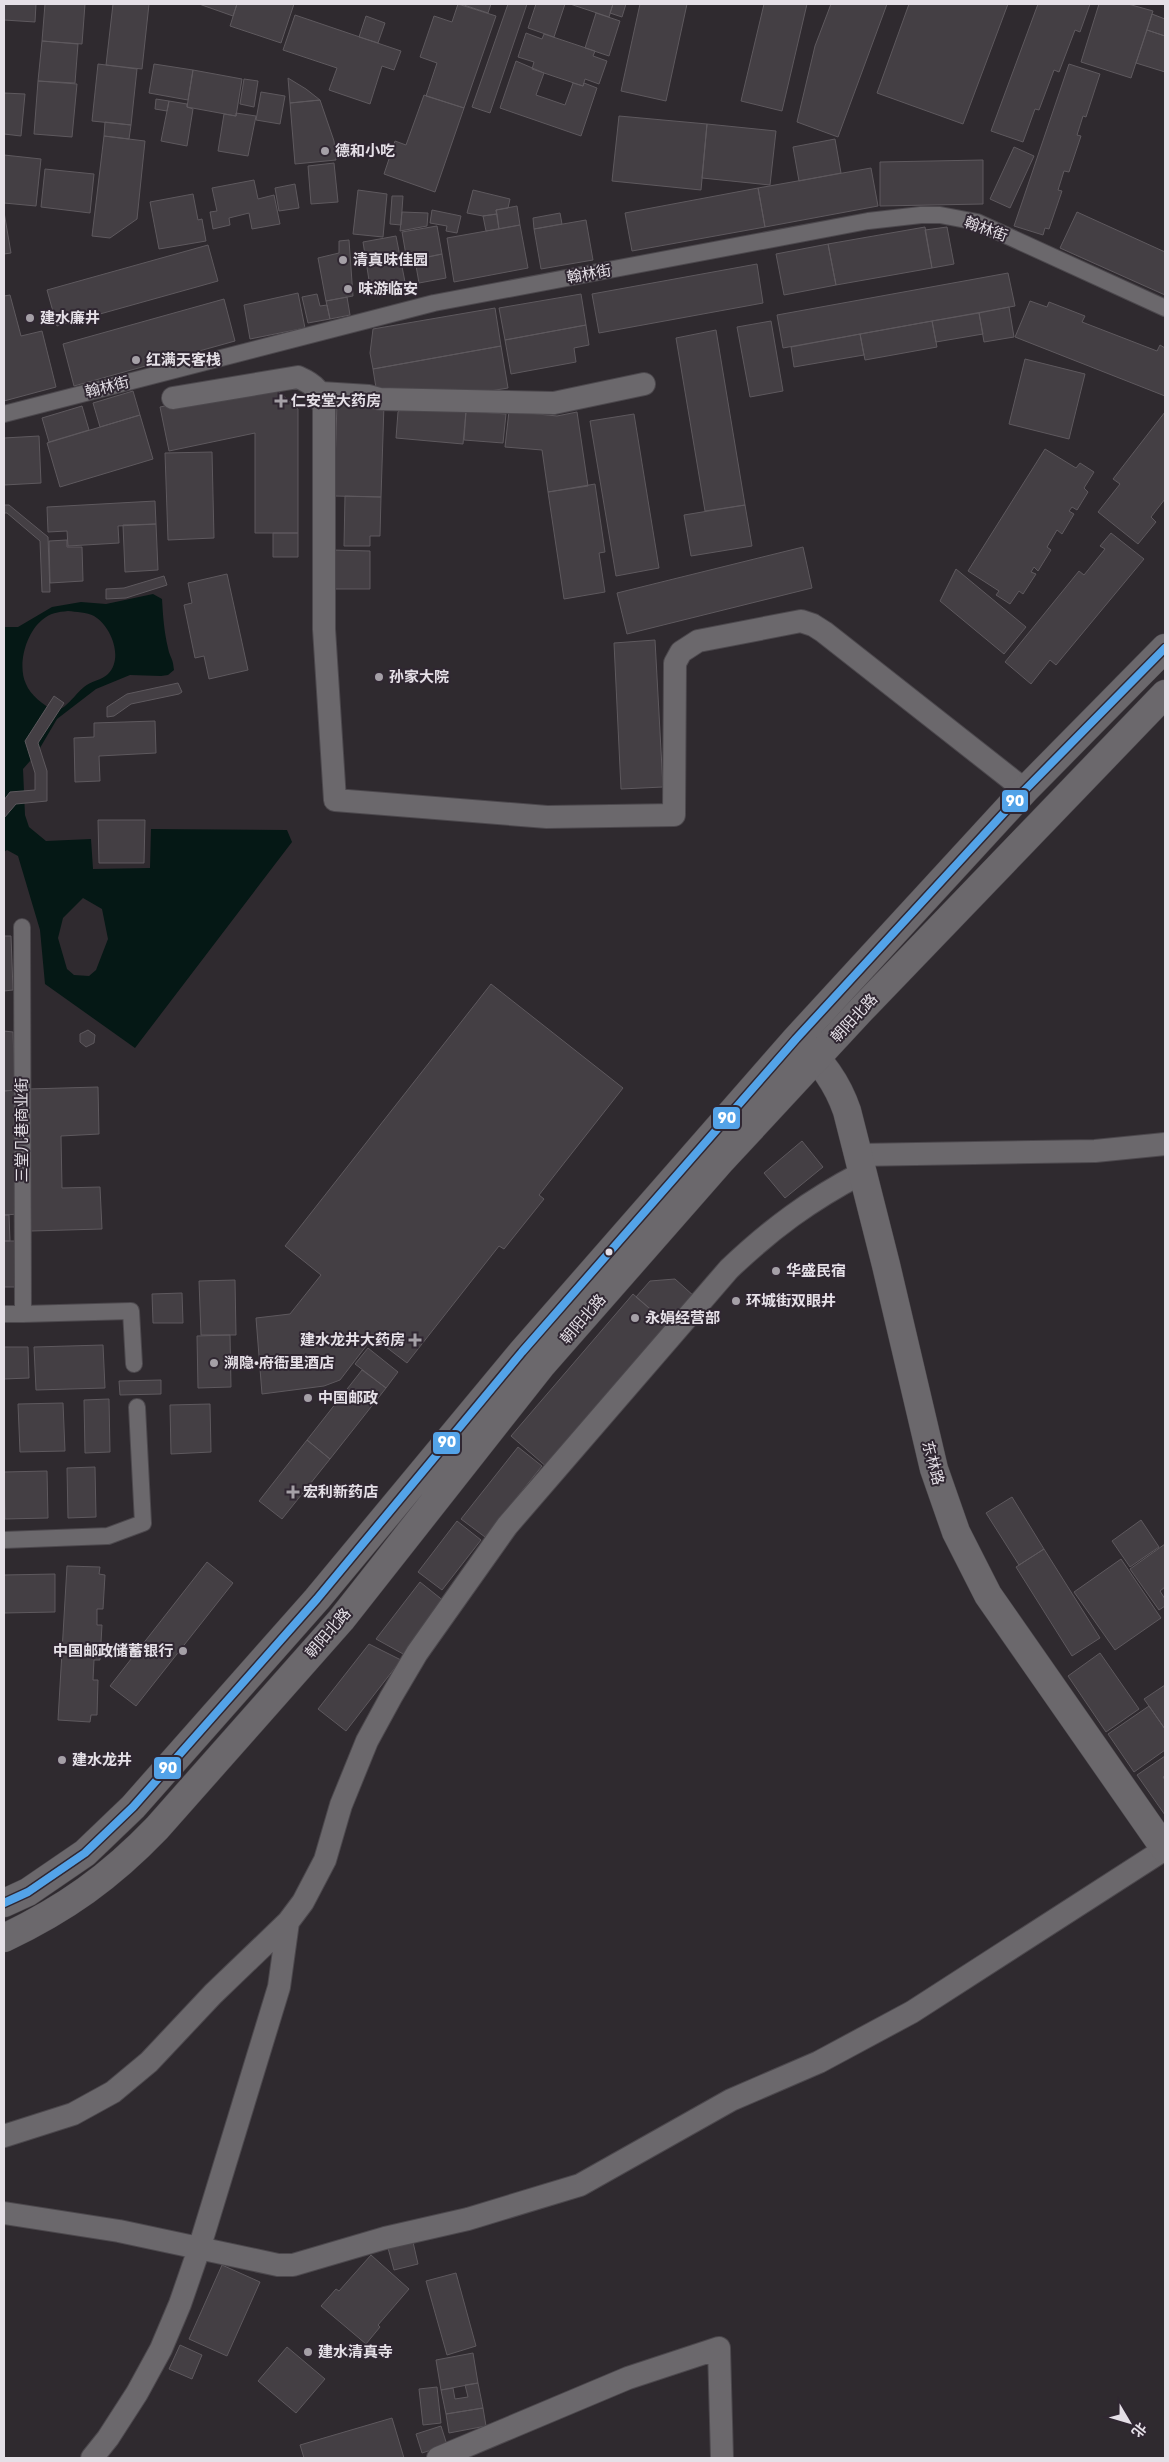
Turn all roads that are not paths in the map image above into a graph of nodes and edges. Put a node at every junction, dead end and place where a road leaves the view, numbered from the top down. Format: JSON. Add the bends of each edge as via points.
{"nodes":[{"id":1,"x":1165,"y":308,"type":"edge"},
{"id":2,"x":644,"y":384,"type":"dead end"},
{"id":3,"x":321,"y":393,"type":"junction"},
{"id":4,"x":173,"y":398,"type":"dead end"},
{"id":5,"x":4,"y":414,"type":"edge"},
{"id":6,"x":1165,"y":648,"type":"edge"},
{"id":7,"x":1165,"y":694,"type":"edge"},
{"id":8,"x":1025,"y":790,"type":"junction"},
{"id":9,"x":22,"y":927,"type":"dead end"},
{"id":10,"x":796,"y":1039,"type":"junction"},
{"id":11,"x":817,"y":1057,"type":"junction"},
{"id":12,"x":1165,"y":1144,"type":"edge"},
{"id":13,"x":860,"y":1164,"type":"junction"},
{"id":14,"x":4,"y":1314,"type":"edge"},
{"id":15,"x":23,"y":1314,"type":"junction"},
{"id":16,"x":134,"y":1364,"type":"dead end"},
{"id":17,"x":137,"y":1407,"type":"dead end"},
{"id":18,"x":4,"y":1540,"type":"edge"},
{"id":19,"x":1165,"y":1849,"type":"edge"},
{"id":20,"x":4,"y":1903,"type":"edge"},
{"id":21,"x":288,"y":1922,"type":"junction"},
{"id":22,"x":4,"y":1938,"type":"edge"},
{"id":23,"x":4,"y":2136,"type":"edge"},
{"id":24,"x":4,"y":2213,"type":"edge"},
{"id":25,"x":199,"y":2249,"type":"junction"},
{"id":26,"x":92,"y":2458,"type":"edge"},
{"id":27,"x":438,"y":2458,"type":"edge"},
{"id":28,"x":722,"y":2458,"type":"edge"}],
"edges":[{"from":1,"to":5,"type":"street","name":"翰林街","via":[[977,222],[921,215],[868,221],[434,303]]},
{"from":2,"to":3,"type":"street","via":[[554,403],[380,399]]},
{"from":3,"to":4,"type":"street","via":[[307,380],[298,377]]},
{"from":3,"to":8,"type":"street","via":[[324,419],[324,629],[335,800],[547,817],[674,815],[675,663],[681,652],[698,641],[801,621],[824,632]]},
{"from":6,"to":8,"type":"main road","name":"朝阳北路"},
{"from":7,"to":11,"type":"main road","name":"朝阳北路"},
{"from":8,"to":10,"type":"main road","name":"朝阳北路"},
{"from":9,"to":15,"type":"street","name":"三堂几巷商业街"},
{"from":10,"to":11,"type":"main road","name":"东林路"},
{"from":10,"to":20,"type":"main road","name":"朝阳北路","via":[[522,1352],[317,1599],[133,1807],[78,1858],[28,1892]]},
{"from":11,"to":13,"type":"main road","name":"东林路","via":[[840,1092]]},
{"from":11,"to":22,"type":"main road","name":"朝阳北路","via":[[541,1366],[341,1620],[157,1828],[125,1860],[75,1900],[43,1920]]},
{"from":12,"to":13,"type":"street"},
{"from":13,"to":19,"type":"main road","name":"东林路","via":[[934,1470],[956,1532],[988,1595]]},
{"from":13,"to":21,"type":"street","via":[[765,1235],[729,1269],[507,1526],[422,1646],[391,1697],[353,1773],[325,1860],[303,1902]]},
{"from":14,"to":15,"type":"street"},
{"from":15,"to":16,"type":"street","via":[[131,1311]]},
{"from":17,"to":18,"type":"street","via":[[143,1523],[108,1536]]},
{"from":19,"to":25,"type":"street","via":[[912,2012],[819,2062],[731,2100],[580,2185],[468,2219],[385,2238],[293,2265],[278,2265]]},
{"from":21,"to":23,"type":"street","via":[[149,2062],[113,2092],[73,2114]]},
{"from":21,"to":25,"type":"street","via":[[279,1987]]},
{"from":24,"to":25,"type":"street","via":[[119,2231]]},
{"from":25,"to":26,"type":"street","via":[[161,2349],[123,2416]]},
{"from":27,"to":28,"type":"street","via":[[628,2378],[719,2348]]}]}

------------------------------

WORK REQUEST
What is the number of lines in the records that hold "name"? Give the number by itself.

RESPONSE FOR THIS EXERCISE
10